### [Material for the task]
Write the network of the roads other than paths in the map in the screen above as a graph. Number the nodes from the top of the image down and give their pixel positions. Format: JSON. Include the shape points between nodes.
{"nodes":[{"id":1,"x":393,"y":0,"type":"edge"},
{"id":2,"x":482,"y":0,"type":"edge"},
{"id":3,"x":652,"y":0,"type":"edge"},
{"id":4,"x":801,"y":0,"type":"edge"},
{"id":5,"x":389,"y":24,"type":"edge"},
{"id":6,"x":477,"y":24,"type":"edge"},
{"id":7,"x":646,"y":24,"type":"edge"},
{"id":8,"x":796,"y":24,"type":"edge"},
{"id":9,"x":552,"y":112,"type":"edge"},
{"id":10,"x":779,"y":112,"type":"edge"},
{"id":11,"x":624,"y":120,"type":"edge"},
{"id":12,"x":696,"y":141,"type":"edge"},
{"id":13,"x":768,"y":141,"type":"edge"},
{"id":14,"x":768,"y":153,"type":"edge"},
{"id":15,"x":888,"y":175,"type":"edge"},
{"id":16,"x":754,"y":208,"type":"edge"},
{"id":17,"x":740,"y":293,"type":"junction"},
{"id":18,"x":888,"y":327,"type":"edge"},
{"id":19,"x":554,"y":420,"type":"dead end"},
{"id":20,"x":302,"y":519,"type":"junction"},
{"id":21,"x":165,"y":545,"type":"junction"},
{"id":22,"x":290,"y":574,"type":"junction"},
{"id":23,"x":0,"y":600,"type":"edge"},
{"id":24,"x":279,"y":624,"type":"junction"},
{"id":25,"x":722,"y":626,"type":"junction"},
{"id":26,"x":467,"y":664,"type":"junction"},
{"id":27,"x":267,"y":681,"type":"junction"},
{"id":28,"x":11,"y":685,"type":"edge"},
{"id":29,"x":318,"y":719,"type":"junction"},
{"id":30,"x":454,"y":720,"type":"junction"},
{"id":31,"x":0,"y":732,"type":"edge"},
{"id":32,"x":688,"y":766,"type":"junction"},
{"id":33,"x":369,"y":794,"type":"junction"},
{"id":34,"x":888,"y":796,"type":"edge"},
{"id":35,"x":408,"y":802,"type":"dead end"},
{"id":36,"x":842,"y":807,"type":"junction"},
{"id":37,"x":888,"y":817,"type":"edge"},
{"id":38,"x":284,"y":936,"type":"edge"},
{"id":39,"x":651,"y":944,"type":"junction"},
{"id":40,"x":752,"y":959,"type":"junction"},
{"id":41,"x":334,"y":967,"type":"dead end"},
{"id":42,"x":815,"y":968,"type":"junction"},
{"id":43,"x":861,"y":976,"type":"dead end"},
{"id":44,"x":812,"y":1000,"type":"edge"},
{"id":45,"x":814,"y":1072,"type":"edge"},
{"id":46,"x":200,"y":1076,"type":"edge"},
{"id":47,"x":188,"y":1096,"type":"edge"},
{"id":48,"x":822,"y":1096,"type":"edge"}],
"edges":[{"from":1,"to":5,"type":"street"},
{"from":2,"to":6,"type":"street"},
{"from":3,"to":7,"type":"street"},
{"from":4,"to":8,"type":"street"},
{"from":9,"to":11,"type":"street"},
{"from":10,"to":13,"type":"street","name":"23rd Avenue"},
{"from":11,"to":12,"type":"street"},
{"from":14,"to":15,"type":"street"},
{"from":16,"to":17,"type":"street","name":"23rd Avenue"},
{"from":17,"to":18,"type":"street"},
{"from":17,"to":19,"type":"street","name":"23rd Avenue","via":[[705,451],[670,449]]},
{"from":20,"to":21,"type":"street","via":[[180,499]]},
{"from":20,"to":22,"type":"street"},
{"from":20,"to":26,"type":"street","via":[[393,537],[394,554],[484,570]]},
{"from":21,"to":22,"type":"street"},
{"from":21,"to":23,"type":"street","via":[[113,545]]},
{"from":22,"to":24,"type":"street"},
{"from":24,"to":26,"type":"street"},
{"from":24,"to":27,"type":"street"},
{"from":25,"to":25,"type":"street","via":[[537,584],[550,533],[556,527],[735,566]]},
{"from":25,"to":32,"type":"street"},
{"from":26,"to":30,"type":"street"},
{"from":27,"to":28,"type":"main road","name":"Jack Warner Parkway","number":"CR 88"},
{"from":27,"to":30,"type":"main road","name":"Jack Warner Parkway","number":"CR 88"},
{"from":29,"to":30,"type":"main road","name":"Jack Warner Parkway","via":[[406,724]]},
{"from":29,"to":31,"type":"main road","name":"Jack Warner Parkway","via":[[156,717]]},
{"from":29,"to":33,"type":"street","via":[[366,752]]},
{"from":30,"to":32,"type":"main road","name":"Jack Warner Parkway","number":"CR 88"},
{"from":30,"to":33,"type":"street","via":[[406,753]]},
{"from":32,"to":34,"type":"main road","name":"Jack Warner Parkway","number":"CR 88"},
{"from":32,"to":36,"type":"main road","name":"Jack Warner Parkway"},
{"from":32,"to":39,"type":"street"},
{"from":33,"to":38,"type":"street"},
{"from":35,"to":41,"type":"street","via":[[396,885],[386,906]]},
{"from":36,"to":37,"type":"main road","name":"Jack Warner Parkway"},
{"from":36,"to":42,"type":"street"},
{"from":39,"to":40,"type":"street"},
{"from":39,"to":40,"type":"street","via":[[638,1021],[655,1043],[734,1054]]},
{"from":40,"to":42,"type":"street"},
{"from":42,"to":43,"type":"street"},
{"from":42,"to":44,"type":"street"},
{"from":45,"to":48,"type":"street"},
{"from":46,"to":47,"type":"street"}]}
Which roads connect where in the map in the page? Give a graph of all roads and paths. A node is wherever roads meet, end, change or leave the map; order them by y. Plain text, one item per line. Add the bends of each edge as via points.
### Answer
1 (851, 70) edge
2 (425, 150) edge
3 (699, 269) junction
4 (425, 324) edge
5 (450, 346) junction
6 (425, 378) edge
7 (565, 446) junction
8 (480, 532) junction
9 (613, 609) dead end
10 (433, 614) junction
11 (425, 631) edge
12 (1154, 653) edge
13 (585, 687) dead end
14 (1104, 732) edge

### [Assignment]
Print all the entries exactly as written.

### [Expected answer]
Write the network of the roads other than paths in the map in the screen above as a graph. Number the nodes from the top of the image down and give their pixel positions. Format: JSON. Include the shape points between nodes.
{"nodes":[{"id":1,"x":393,"y":0,"type":"edge"},
{"id":2,"x":482,"y":0,"type":"edge"},
{"id":3,"x":652,"y":0,"type":"edge"},
{"id":4,"x":801,"y":0,"type":"edge"},
{"id":5,"x":389,"y":24,"type":"edge"},
{"id":6,"x":477,"y":24,"type":"edge"},
{"id":7,"x":646,"y":24,"type":"edge"},
{"id":8,"x":796,"y":24,"type":"edge"},
{"id":9,"x":552,"y":112,"type":"edge"},
{"id":10,"x":779,"y":112,"type":"edge"},
{"id":11,"x":624,"y":120,"type":"edge"},
{"id":12,"x":696,"y":141,"type":"edge"},
{"id":13,"x":768,"y":141,"type":"edge"},
{"id":14,"x":768,"y":153,"type":"edge"},
{"id":15,"x":888,"y":175,"type":"edge"},
{"id":16,"x":754,"y":208,"type":"edge"},
{"id":17,"x":740,"y":293,"type":"junction"},
{"id":18,"x":888,"y":327,"type":"edge"},
{"id":19,"x":554,"y":420,"type":"dead end"},
{"id":20,"x":302,"y":519,"type":"junction"},
{"id":21,"x":165,"y":545,"type":"junction"},
{"id":22,"x":290,"y":574,"type":"junction"},
{"id":23,"x":0,"y":600,"type":"edge"},
{"id":24,"x":279,"y":624,"type":"junction"},
{"id":25,"x":722,"y":626,"type":"junction"},
{"id":26,"x":467,"y":664,"type":"junction"},
{"id":27,"x":267,"y":681,"type":"junction"},
{"id":28,"x":11,"y":685,"type":"edge"},
{"id":29,"x":318,"y":719,"type":"junction"},
{"id":30,"x":454,"y":720,"type":"junction"},
{"id":31,"x":0,"y":732,"type":"edge"},
{"id":32,"x":688,"y":766,"type":"junction"},
{"id":33,"x":369,"y":794,"type":"junction"},
{"id":34,"x":888,"y":796,"type":"edge"},
{"id":35,"x":408,"y":802,"type":"dead end"},
{"id":36,"x":842,"y":807,"type":"junction"},
{"id":37,"x":888,"y":817,"type":"edge"},
{"id":38,"x":284,"y":936,"type":"edge"},
{"id":39,"x":651,"y":944,"type":"junction"},
{"id":40,"x":752,"y":959,"type":"junction"},
{"id":41,"x":334,"y":967,"type":"dead end"},
{"id":42,"x":815,"y":968,"type":"junction"},
{"id":43,"x":861,"y":976,"type":"dead end"},
{"id":44,"x":812,"y":1000,"type":"edge"},
{"id":45,"x":814,"y":1072,"type":"edge"},
{"id":46,"x":200,"y":1076,"type":"edge"},
{"id":47,"x":188,"y":1096,"type":"edge"},
{"id":48,"x":822,"y":1096,"type":"edge"}],
"edges":[{"from":1,"to":5,"type":"street"},
{"from":2,"to":6,"type":"street"},
{"from":3,"to":7,"type":"street"},
{"from":4,"to":8,"type":"street"},
{"from":9,"to":11,"type":"street"},
{"from":10,"to":13,"type":"street","name":"23rd Avenue"},
{"from":11,"to":12,"type":"street"},
{"from":14,"to":15,"type":"street"},
{"from":16,"to":17,"type":"street","name":"23rd Avenue"},
{"from":17,"to":18,"type":"street"},
{"from":17,"to":19,"type":"street","name":"23rd Avenue","via":[[705,451],[670,449]]},
{"from":20,"to":21,"type":"street","via":[[180,499]]},
{"from":20,"to":22,"type":"street"},
{"from":20,"to":26,"type":"street","via":[[393,537],[394,554],[484,570]]},
{"from":21,"to":22,"type":"street"},
{"from":21,"to":23,"type":"street","via":[[113,545]]},
{"from":22,"to":24,"type":"street"},
{"from":24,"to":26,"type":"street"},
{"from":24,"to":27,"type":"street"},
{"from":25,"to":25,"type":"street","via":[[537,584],[550,533],[556,527],[735,566]]},
{"from":25,"to":32,"type":"street"},
{"from":26,"to":30,"type":"street"},
{"from":27,"to":28,"type":"main road","name":"Jack Warner Parkway","number":"CR 88"},
{"from":27,"to":30,"type":"main road","name":"Jack Warner Parkway","number":"CR 88"},
{"from":29,"to":30,"type":"main road","name":"Jack Warner Parkway","via":[[406,724]]},
{"from":29,"to":31,"type":"main road","name":"Jack Warner Parkway","via":[[156,717]]},
{"from":29,"to":33,"type":"street","via":[[366,752]]},
{"from":30,"to":32,"type":"main road","name":"Jack Warner Parkway","number":"CR 88"},
{"from":30,"to":33,"type":"street","via":[[406,753]]},
{"from":32,"to":34,"type":"main road","name":"Jack Warner Parkway","number":"CR 88"},
{"from":32,"to":36,"type":"main road","name":"Jack Warner Parkway"},
{"from":32,"to":39,"type":"street"},
{"from":33,"to":38,"type":"street"},
{"from":35,"to":41,"type":"street","via":[[396,885],[386,906]]},
{"from":36,"to":37,"type":"main road","name":"Jack Warner Parkway"},
{"from":36,"to":42,"type":"street"},
{"from":39,"to":40,"type":"street"},
{"from":39,"to":40,"type":"street","via":[[638,1021],[655,1043],[734,1054]]},
{"from":40,"to":42,"type":"street"},
{"from":42,"to":43,"type":"street"},
{"from":42,"to":44,"type":"street"},
{"from":45,"to":48,"type":"street"},
{"from":46,"to":47,"type":"street"}]}
Which roads connect where in the map in the page? Give a graph of all roads and paths. A node is wherever roads meet, end, change or leave the map; order them by y. Plain text, one item per line. Add the bends of each edge as via points.
### Answer
1 (851, 70) edge
2 (425, 150) edge
3 (699, 269) junction
4 (425, 324) edge
5 (450, 346) junction
6 (425, 378) edge
7 (565, 446) junction
8 (480, 532) junction
9 (613, 609) dead end
10 (433, 614) junction
11 (425, 631) edge
12 (1154, 653) edge
13 (585, 687) dead end
14 (1104, 732) edge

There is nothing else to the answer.